Bien plus, la vérification des créances est une étape déterminante dans la procédure collective que le débiteur soit en procédure de sauvegarde, ou en redressement judiciaire, ou bien encore sous le coup d’une liquidation judiciaire.

Dans le cadre d’une procédure de sauvegarde ou de redressement judiciaire, la vérification des créances permet de réduire le passif comme peau de chagrin et a vocation de rendre plus supportable le plan de sauvegarde ou le plan de redressement.

Concernant la liquidation judiciaire, la vérification des créances est tout aussi déterminante en termes de responsabilité du dirigeant et l’amènera plus facilement à une clôture pour insuffisance d’actif sans pour autant passer par les phases dites d’interdiction de gérer, de faillite personnelle ou d’action en responsabilité appelé auparavant action en comblement du passif.

La Cour de Cassation rappelle qu’aucune disposition ne subordonne le maintien de la contestation d’une créance, émise par le débiteur au cours de la vérification des créances, à l’existence d’observations de sa part sur les réponses reçues des créanciers en application de l’article L. 622-27 du Code de Commerce ou à la présence du débiteur au rendez-vous fixé par le liquidateur pour la signature de la liste des créances.

Le débiteur est donc parfaitement fondé à maintenir ses contestations qu’importe si le mandataire judiciaire y adhère ou pas car ce dernier n’a véritablement pas son mot à dire, il est extrêmement important de ne pas l’oublier.

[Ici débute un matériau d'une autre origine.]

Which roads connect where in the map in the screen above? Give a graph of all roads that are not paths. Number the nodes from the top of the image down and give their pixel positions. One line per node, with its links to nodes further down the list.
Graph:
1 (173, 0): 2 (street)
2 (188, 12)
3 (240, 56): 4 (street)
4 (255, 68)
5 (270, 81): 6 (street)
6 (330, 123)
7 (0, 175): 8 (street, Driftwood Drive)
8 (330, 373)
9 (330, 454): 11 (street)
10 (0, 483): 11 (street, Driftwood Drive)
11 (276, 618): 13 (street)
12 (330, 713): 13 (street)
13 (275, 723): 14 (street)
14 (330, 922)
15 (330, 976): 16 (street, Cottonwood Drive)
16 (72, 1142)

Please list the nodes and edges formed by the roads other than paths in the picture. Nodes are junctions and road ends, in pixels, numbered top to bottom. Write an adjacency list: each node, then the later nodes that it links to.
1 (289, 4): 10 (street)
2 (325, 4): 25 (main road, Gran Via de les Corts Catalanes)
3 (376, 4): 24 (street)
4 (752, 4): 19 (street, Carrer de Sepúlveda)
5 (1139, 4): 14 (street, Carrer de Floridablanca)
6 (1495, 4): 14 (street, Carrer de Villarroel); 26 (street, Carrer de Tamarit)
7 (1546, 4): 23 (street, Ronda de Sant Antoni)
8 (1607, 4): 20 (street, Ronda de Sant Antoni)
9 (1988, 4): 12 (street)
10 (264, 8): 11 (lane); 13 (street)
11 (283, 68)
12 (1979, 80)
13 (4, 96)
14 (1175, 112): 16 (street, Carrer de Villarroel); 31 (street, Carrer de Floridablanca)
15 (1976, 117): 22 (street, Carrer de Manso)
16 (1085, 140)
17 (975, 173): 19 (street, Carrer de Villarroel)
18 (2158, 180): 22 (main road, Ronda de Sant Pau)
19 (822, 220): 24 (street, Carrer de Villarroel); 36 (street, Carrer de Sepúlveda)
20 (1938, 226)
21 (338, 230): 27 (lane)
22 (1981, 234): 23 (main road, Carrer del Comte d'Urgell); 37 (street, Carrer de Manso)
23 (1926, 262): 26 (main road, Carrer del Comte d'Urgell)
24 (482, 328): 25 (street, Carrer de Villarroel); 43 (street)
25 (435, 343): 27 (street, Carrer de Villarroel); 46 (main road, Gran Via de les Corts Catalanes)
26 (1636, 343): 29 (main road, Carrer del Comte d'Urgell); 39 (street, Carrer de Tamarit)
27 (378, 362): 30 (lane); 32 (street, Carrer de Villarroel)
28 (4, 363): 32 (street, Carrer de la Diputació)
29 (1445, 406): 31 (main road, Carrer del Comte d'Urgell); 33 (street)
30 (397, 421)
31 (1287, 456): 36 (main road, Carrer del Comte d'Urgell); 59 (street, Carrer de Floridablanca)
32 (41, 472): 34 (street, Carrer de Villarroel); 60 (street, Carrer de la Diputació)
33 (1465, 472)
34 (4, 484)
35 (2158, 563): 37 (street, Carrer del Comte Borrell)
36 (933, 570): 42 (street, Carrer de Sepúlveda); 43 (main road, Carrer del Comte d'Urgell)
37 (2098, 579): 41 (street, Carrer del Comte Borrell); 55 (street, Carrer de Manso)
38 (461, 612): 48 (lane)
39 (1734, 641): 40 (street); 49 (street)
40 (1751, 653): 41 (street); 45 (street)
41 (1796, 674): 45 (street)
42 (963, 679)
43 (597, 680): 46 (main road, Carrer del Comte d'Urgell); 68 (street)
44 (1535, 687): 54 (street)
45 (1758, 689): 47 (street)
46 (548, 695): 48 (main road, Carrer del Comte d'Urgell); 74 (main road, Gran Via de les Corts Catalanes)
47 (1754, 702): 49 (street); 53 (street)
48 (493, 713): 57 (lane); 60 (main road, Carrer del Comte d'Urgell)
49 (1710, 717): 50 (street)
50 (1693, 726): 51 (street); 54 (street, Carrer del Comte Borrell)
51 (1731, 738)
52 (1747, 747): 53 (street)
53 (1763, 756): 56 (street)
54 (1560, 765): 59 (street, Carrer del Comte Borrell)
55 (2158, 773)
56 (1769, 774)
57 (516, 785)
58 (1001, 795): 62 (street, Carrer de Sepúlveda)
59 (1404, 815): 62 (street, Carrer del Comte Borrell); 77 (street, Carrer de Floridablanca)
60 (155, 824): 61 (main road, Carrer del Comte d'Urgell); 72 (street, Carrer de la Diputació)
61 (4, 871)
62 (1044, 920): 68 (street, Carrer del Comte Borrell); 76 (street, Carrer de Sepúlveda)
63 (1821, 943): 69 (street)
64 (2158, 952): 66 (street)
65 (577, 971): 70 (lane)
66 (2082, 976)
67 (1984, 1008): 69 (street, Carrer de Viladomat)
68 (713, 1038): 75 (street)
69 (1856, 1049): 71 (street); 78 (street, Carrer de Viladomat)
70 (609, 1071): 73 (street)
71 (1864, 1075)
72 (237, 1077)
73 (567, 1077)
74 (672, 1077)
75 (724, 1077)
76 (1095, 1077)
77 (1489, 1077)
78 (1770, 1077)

Dans cette affaire une coopérative de céréales et d’approvisionnement avait déclaré à la procédure de redressement judiciaire de la société N et de Monsieur X son dirigeant.

Les débiteurs, avait formé appel de l’ordonnance d’admission de la créance et signifié leur déclaration d’appel au mandataire judiciaire, qui n’avait pas constitué avocat.

Les débiteurs ne l’avaient pas appelé en cause et la caducité de l’appel avait été prononcée.

Pour autant la Cour de Cassation rappelle que l’article R. 661-6 du Code de Commerce est inapplicable à l’appel en matière de vérification du passif, le lien d’indivisibilité qui existe en cette matière, entre le créancier, le mandataire judiciaire et le débiteur, impose à ce dernier, lorsqu’il forme seul appel contre la décision d’admission d’une créance, d’intimer, non seulement, le créancier, mais aussi le mandataire judiciaire, et de respecter à l’égard de chacun d’eux les règles de la procédure d’appel.

Il est vrai que les débiteurs étaient tenus, à peine de caducité de leur déclaration d’appel, de signifier leurs conclusions au mandataire judiciaire intimé n’ayant pas constitué avocat mais il n’en demeure pas moins que cette jurisprudence mérite une attention particulière car elle rappelle le rôle du mandataire judiciaire dans la phase importante et spécifique de la vérification des créances.

En effet, dans bon nombre de vérification de créances, le mandataire croit bon prendre la main alors que cela est parfaitement contraire aux textes en invitant très fortement le débiteur à contester ou pas telle ou telle créance.

Lorsque le débiteur souhaite contester une créance, il n’en demeure pas moins que passé le délai de réponse du créancier, le mandataire judiciaire croit bon reconvoquer le débiteur pour l’amener ou pas à accepter la réponse du créancier ce qui est à mon sens contraire aux textes.

Il n’a pas à subir de quelque manière que ce soit la censure du mandataire judiciaire et il en droit d’aller devant le juge commissaire

Le débiteur ne doit pas être assujetti au bon vouloir du mandataire judiciaire qui n’a pas à faire la pluie et le beau temps.

Il convient de rappeler qu’à la lecture des articles R. 624-7 et suivants du code de commerce, si les déclarations de créances se font entre les mains du mandataire judiciaire, il n’en demeure pas moins que c’est au débiteur de vérifier les créances.

Si le mandataire judiciaire, peut au titre de l’intérêt collectif des créanciers aider le débiteur dans ses contestations, il n’a pas à entraver la vérification des créances.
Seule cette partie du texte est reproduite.